<<<<
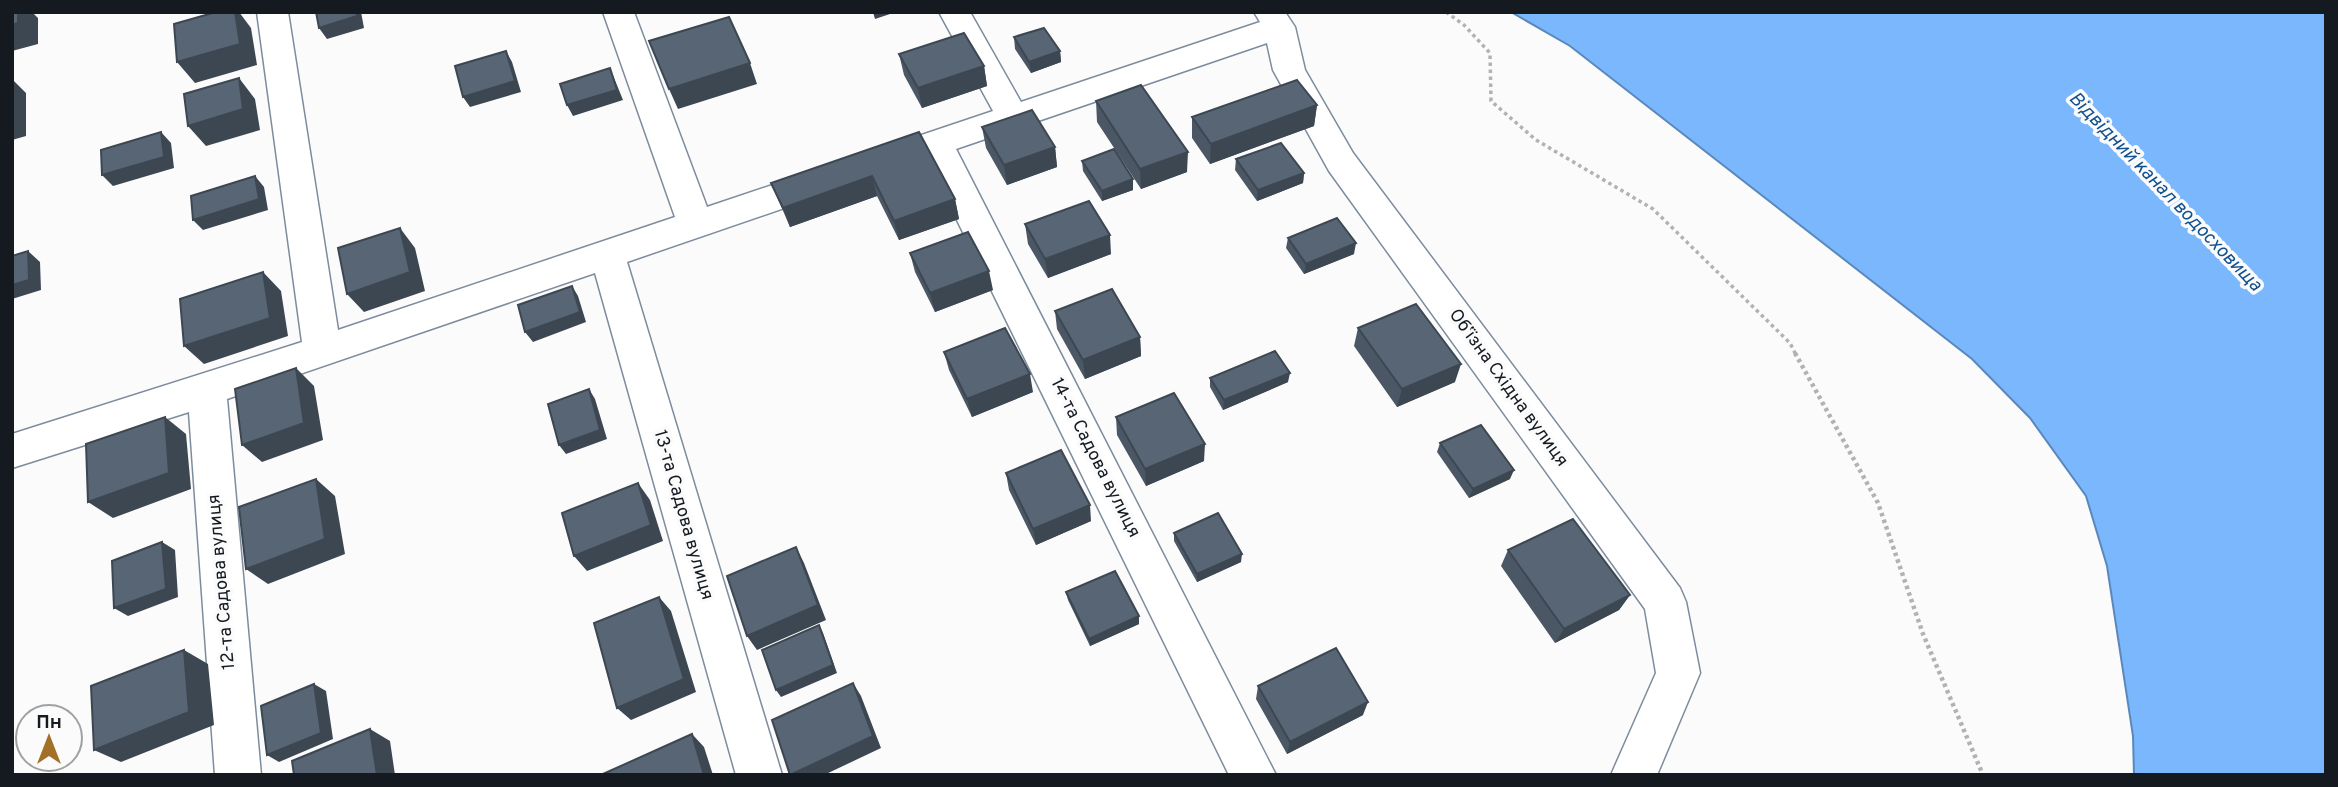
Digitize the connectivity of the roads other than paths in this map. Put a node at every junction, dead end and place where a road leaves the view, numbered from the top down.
1 (272, 12) edge
2 (618, 12) edge
3 (954, 12) edge
4 (1274, 20) edge
5 (1012, 115) junction
6 (936, 142) junction
7 (696, 226) junction
8 (607, 254) junction
9 (322, 350) junction
10 (207, 390) junction
11 (12, 451) edge
12 (237, 775) edge
13 (759, 775) edge
14 (1253, 775) edge
15 (1634, 775) edge

1 - 9 street
2 - 7 street
3 - 5 street
4 - 5 street
4 - 15 street, Обʼїзна Східна вулиця
5 - 6 street
6 - 7 street
6 - 14 street, 14-та Садова вулиця
7 - 8 street
8 - 9 street
8 - 13 street, 13-та Садова вулиця
9 - 10 street
10 - 11 street
10 - 12 street, 12-та Садова вулиця

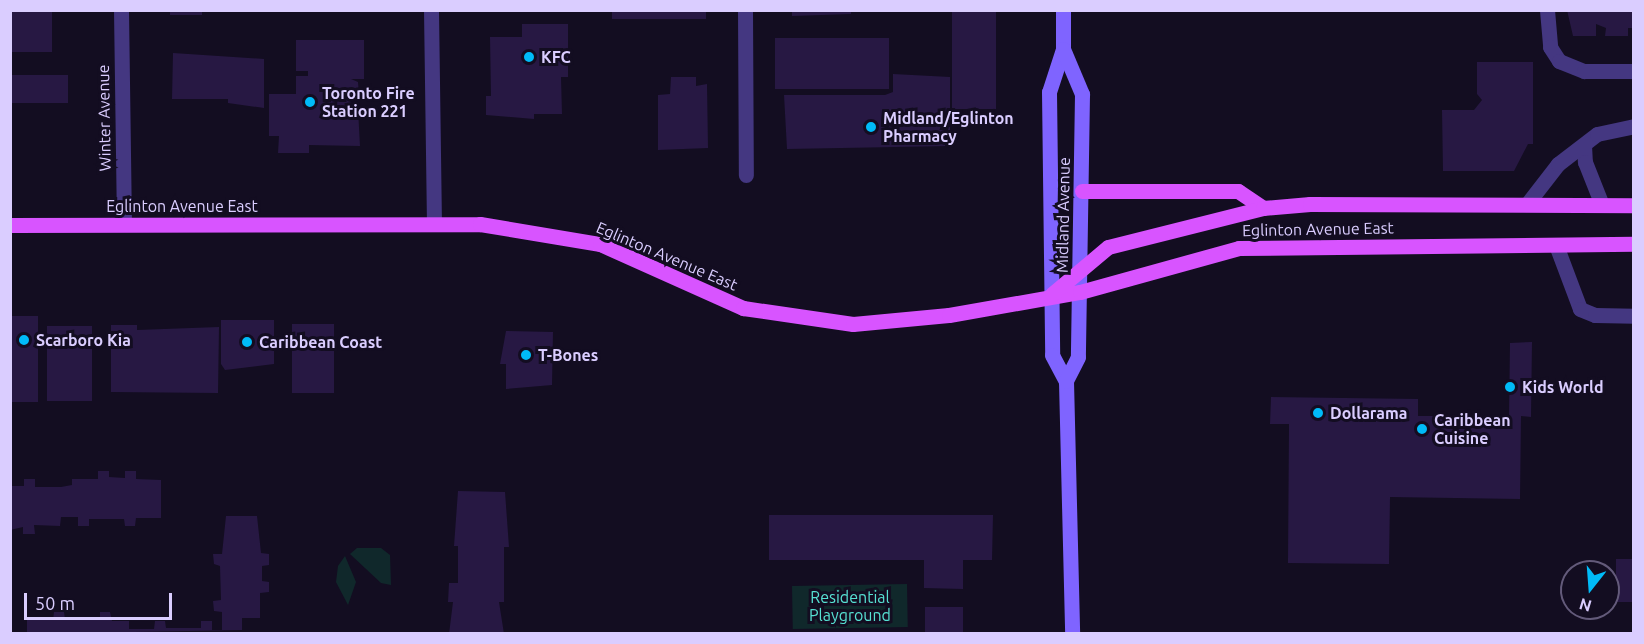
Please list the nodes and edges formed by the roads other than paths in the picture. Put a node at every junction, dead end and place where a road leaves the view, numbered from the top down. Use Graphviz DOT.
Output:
graph roads {
  1 [pos="122,10"];
  2 [pos="432,10"];
  3 [pos="745,10"];
  4 [pos="1063,10"];
  5 [pos="1547,10"];
  6 [pos="1063,49"];
  7 [pos="1634,71"];
  8 [pos="1634,126"];
  9 [pos="1584,145"];
  10 [pos="747,175"];
  11 [pos="1082,191"];
  12 [pos="1527,204"];
  13 [pos="1602,205"];
  14 [pos="1634,205"];
  15 [pos="1263,208"];
  16 [pos="11,224"];
  17 [pos="124,224"];
  18 [pos="434,224"];
  19 [pos="1634,244"];
  20 [pos="1556,245"];
  21 [pos="1080,270"];
  22 [pos="1080,292"];
  23 [pos="1052,294"];
  24 [pos="1634,316"];
  25 [pos="1066,381"];
  26 [pos="1072,633"];
  1 -- 17 [label="street, Winter Avenue"];
  2 -- 18 [label="street"];
  3 -- 10 [label="street"];
  4 -- 6 [label="main road, Midland Avenue"];
  5 -- 7 [label="street"];
  6 -- 11 [label="main road, Midland Avenue"];
  6 -- 23 [label="main road, Midland Avenue"];
  8 -- 9 [label="street"];
  9 -- 12 [label="street"];
  9 -- 13 [label="street"];
  11 -- 15 [label="main road, Eglinton Avenue East"];
  11 -- 21 [label="main road, Midland Avenue"];
  12 -- 13 [label="main road, Eglinton Avenue East"];
  12 -- 15 [label="main road, Eglinton Avenue East"];
  13 -- 14 [label="main road, Eglinton Avenue East"];
  15 -- 21 [label="main road, Eglinton Avenue East"];
  16 -- 17 [label="main road, Eglinton Avenue East"];
  17 -- 18 [label="main road, Eglinton Avenue East"];
  18 -- 23 [label="main road, Eglinton Avenue East"];
  19 -- 20 [label="main road, Eglinton Avenue East"];
  20 -- 22 [label="main road, Eglinton Avenue East"];
  20 -- 24 [label="street"];
  21 -- 22 [label="main road, Midland Avenue"];
  21 -- 23 [label="main road, Eglinton Avenue East"];
  22 -- 23 [label="main road, Eglinton Avenue East"];
  22 -- 25 [label="main road, Midland Avenue"];
  23 -- 25 [label="main road, Midland Avenue"];
  25 -- 26 [label="main road, Midland Avenue"];
}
>>>>
§ Task requirements
Your reply is the full set of entries reproduced exactly, with images omitted.

§ Answer area
Digitize the connectivity of the roads other than paths in this map. Put a node at every junction, dead end and place where a road leaves the view, numbered from the top down.
1 (272, 12) edge
2 (618, 12) edge
3 (954, 12) edge
4 (1274, 20) edge
5 (1012, 115) junction
6 (936, 142) junction
7 (696, 226) junction
8 (607, 254) junction
9 (322, 350) junction
10 (207, 390) junction
11 (12, 451) edge
12 (237, 775) edge
13 (759, 775) edge
14 (1253, 775) edge
15 (1634, 775) edge

1 - 9 street
2 - 7 street
3 - 5 street
4 - 5 street
4 - 15 street, Обʼїзна Східна вулиця
5 - 6 street
6 - 7 street
6 - 14 street, 14-та Садова вулиця
7 - 8 street
8 - 9 street
8 - 13 street, 13-та Садова вулиця
9 - 10 street
10 - 11 street
10 - 12 street, 12-та Садова вулиця

Please list the nodes and edges formed by the roads other than paths in the picture. Put a node at every junction, dead end and place where a road leaves the view, numbered from the top down. Use Graphviz DOT.
Output:
graph roads {
  1 [pos="122,10"];
  2 [pos="432,10"];
  3 [pos="745,10"];
  4 [pos="1063,10"];
  5 [pos="1547,10"];
  6 [pos="1063,49"];
  7 [pos="1634,71"];
  8 [pos="1634,126"];
  9 [pos="1584,145"];
  10 [pos="747,175"];
  11 [pos="1082,191"];
  12 [pos="1527,204"];
  13 [pos="1602,205"];
  14 [pos="1634,205"];
  15 [pos="1263,208"];
  16 [pos="11,224"];
  17 [pos="124,224"];
  18 [pos="434,224"];
  19 [pos="1634,244"];
  20 [pos="1556,245"];
  21 [pos="1080,270"];
  22 [pos="1080,292"];
  23 [pos="1052,294"];
  24 [pos="1634,316"];
  25 [pos="1066,381"];
  26 [pos="1072,633"];
  1 -- 17 [label="street, Winter Avenue"];
  2 -- 18 [label="street"];
  3 -- 10 [label="street"];
  4 -- 6 [label="main road, Midland Avenue"];
  5 -- 7 [label="street"];
  6 -- 11 [label="main road, Midland Avenue"];
  6 -- 23 [label="main road, Midland Avenue"];
  8 -- 9 [label="street"];
  9 -- 12 [label="street"];
  9 -- 13 [label="street"];
  11 -- 15 [label="main road, Eglinton Avenue East"];
  11 -- 21 [label="main road, Midland Avenue"];
  12 -- 13 [label="main road, Eglinton Avenue East"];
  12 -- 15 [label="main road, Eglinton Avenue East"];
  13 -- 14 [label="main road, Eglinton Avenue East"];
  15 -- 21 [label="main road, Eglinton Avenue East"];
  16 -- 17 [label="main road, Eglinton Avenue East"];
  17 -- 18 [label="main road, Eglinton Avenue East"];
  18 -- 23 [label="main road, Eglinton Avenue East"];
  19 -- 20 [label="main road, Eglinton Avenue East"];
  20 -- 22 [label="main road, Eglinton Avenue East"];
  20 -- 24 [label="street"];
  21 -- 22 [label="main road, Midland Avenue"];
  21 -- 23 [label="main road, Eglinton Avenue East"];
  22 -- 23 [label="main road, Eglinton Avenue East"];
  22 -- 25 [label="main road, Midland Avenue"];
  23 -- 25 [label="main road, Midland Avenue"];
  25 -- 26 [label="main road, Midland Avenue"];
}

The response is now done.